PROBLEM DETAILS: The following data has a line with "wrist: (702, 1121)" and a line with "pinky tip: (161, 160)". Write out exactly those lines and all the lines between them.

--- DATA SECTION ---

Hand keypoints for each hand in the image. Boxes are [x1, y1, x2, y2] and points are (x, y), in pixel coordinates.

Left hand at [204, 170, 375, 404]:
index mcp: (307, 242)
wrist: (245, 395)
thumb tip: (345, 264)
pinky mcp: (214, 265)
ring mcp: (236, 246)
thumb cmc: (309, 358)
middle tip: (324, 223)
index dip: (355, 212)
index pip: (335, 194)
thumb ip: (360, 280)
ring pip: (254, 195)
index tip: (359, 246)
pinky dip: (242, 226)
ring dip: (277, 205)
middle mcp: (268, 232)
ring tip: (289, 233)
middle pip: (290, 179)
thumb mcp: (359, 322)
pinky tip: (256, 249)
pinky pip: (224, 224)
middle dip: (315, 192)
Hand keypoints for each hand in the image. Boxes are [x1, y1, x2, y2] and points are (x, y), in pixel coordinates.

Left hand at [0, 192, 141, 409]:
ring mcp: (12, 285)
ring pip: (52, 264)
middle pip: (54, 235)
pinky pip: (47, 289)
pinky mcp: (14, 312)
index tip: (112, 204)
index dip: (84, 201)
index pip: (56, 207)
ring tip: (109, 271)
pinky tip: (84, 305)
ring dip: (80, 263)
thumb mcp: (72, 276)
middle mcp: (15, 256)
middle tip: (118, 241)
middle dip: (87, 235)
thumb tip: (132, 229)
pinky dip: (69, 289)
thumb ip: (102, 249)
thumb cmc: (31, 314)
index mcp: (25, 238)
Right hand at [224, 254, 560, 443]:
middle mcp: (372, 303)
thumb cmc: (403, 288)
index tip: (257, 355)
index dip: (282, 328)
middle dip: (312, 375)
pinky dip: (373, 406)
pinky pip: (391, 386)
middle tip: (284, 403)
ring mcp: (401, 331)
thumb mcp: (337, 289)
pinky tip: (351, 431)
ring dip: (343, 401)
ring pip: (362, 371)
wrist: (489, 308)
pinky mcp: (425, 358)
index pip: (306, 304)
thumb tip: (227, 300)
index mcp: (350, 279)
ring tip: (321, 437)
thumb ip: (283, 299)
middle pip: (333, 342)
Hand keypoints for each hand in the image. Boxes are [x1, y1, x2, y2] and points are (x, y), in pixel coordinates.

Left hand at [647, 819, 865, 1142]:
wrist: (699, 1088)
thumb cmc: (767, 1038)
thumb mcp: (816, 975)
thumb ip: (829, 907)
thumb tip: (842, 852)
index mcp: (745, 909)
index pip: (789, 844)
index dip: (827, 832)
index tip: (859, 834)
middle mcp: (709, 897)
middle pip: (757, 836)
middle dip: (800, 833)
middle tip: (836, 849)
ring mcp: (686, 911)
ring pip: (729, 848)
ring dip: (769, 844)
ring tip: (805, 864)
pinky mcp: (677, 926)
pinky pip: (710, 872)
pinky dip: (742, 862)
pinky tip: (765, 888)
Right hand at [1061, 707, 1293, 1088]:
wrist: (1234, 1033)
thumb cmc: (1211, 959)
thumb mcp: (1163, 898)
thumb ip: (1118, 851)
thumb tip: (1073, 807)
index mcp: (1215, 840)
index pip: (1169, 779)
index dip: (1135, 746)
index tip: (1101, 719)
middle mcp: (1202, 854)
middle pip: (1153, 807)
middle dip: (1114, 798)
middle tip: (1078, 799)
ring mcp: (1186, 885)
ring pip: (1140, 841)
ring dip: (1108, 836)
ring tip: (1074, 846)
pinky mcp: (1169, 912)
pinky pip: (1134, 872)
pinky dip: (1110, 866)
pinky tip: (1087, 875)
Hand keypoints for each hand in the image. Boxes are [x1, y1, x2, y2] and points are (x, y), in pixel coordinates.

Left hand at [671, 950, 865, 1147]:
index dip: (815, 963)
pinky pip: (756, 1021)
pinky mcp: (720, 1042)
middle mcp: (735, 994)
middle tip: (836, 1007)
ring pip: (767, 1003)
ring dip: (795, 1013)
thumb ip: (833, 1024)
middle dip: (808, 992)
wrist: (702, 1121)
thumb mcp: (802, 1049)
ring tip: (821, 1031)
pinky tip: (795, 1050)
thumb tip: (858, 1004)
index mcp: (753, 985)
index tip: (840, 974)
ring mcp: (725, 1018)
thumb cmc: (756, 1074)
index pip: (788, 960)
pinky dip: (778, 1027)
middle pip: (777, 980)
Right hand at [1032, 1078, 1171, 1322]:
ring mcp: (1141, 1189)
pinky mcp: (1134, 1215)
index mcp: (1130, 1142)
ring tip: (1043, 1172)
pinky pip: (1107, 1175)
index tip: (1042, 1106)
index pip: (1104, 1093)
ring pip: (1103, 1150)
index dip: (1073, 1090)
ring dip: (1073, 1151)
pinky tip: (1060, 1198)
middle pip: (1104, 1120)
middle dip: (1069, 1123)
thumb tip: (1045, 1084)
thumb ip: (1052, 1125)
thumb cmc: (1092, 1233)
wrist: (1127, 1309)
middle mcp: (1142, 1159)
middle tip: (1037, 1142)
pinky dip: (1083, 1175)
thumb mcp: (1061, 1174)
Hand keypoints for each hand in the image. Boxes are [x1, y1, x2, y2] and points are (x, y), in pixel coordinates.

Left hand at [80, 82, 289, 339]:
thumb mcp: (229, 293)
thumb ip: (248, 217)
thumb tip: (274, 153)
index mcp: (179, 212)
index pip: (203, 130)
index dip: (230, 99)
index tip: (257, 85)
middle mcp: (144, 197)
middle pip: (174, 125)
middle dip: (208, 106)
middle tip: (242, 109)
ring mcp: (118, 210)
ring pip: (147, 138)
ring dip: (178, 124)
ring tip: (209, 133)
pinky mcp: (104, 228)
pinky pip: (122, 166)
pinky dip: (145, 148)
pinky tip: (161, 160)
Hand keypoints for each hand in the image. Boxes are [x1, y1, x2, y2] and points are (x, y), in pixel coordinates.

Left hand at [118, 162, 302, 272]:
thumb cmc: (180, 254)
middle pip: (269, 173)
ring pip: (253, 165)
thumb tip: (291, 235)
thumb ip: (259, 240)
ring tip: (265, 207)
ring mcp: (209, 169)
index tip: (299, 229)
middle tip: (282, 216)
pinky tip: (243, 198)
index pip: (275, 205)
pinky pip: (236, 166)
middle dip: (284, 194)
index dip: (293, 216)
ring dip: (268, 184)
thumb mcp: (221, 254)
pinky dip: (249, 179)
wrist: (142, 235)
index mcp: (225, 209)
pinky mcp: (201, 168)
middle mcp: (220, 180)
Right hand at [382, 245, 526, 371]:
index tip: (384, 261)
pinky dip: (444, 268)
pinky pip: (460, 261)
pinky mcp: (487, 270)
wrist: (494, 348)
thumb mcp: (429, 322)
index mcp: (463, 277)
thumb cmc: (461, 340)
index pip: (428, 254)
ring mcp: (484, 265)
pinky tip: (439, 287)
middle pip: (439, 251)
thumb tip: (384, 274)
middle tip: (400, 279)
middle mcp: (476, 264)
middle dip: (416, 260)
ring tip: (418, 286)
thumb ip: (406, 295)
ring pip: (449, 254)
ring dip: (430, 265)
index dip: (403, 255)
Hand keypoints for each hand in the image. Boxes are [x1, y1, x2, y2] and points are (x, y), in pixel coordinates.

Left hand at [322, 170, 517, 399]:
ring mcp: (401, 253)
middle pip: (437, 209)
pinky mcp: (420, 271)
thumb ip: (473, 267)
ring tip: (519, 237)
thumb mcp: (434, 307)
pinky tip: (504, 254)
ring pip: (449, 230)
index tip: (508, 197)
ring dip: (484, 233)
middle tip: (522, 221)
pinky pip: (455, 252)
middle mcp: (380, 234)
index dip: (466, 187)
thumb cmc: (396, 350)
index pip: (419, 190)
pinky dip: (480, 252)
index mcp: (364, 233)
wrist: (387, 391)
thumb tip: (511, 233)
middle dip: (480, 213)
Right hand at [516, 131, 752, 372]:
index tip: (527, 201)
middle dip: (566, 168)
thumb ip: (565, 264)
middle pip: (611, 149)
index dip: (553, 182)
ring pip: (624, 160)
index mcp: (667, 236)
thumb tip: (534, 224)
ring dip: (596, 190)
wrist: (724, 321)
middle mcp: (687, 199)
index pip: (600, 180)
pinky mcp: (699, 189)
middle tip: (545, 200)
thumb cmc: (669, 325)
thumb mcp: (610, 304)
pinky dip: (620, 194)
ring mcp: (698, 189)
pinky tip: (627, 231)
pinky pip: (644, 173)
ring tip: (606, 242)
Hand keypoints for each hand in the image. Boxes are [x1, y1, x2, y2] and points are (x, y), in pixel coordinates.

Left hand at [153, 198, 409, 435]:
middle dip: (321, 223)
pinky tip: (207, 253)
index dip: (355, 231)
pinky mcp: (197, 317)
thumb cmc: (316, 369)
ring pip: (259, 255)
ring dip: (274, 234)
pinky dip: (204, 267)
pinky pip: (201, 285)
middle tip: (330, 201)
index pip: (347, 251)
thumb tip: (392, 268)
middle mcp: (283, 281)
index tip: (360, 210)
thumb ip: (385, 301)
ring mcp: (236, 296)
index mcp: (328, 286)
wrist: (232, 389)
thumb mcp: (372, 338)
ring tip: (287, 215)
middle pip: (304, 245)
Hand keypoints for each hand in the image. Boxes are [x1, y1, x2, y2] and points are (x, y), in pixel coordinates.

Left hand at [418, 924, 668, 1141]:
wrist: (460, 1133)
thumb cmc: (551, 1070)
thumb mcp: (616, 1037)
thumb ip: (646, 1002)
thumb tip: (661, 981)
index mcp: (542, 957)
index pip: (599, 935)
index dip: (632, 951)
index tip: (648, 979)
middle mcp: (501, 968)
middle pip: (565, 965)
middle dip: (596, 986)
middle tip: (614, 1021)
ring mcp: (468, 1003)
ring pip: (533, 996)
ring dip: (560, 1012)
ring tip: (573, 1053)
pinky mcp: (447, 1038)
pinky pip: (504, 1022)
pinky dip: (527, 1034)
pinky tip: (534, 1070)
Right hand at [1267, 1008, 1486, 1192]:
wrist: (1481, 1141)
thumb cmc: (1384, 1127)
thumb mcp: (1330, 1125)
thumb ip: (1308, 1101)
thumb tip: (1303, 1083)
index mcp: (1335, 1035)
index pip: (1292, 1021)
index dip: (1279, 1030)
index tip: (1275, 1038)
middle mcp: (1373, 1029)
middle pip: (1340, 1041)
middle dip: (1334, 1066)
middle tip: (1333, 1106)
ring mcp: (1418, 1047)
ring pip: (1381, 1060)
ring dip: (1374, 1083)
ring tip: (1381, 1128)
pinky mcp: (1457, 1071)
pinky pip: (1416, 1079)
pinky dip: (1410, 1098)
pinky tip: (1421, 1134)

---

ANSWER TO THE PROBLEM:
wrist: (702, 1121)
thumb mcp: (802, 1049)
ring tip: (821, 1031)
pinky tip: (795, 1050)
thumb tip: (858, 1004)
index mcp: (753, 985)
index tip: (840, 974)
ring mcp: (725, 1018)
thumb cmc: (756, 1074)
index pip: (788, 960)
pinky dip: (778, 1027)
middle pip: (777, 980)
Right hand at [1032, 1078, 1171, 1322]:
ring mcp: (1141, 1189)
pinky mcp: (1134, 1215)
index mcp: (1130, 1142)
ring tip: (1043, 1172)
pinky pip: (1107, 1175)
index tip: (1042, 1106)
index pip: (1104, 1093)
ring pip: (1103, 1150)
index dip: (1073, 1090)
ring dip: (1073, 1151)
pinky tip: (1060, 1198)
middle pip: (1104, 1120)
middle dip: (1069, 1123)
thumb tip: (1045, 1084)
thumb ip: (1052, 1125)
thumb cmc: (1092, 1233)
wrist: (1127, 1309)
middle mcp: (1142, 1159)
middle tip: (1037, 1142)
pinky dip: (1083, 1175)
thumb mcp: (1061, 1174)
Hand keypoints for each hand in the image. Boxes are [x1, y1, x2, y2] and points are (x, y), in pixel coordinates.

Left hand at [80, 82, 289, 339]:
thumb mcp: (229, 293)
thumb ip: (248, 217)
thumb tip: (274, 153)
index mcp: (179, 212)
index pip: (203, 130)
index dip: (230, 99)
index tip: (257, 85)
middle mcp: (144, 197)
middle pip: (174, 125)
middle dip: (208, 106)
middle tip: (242, 109)
ring mcp: (118, 210)
ring pip: (147, 138)
ring dip: (178, 124)
ring tip: (209, 133)
pinky mcp: (104, 228)
pinky pip: (122, 166)
pinky dip: (145, 148)
pinky tip: (161, 160)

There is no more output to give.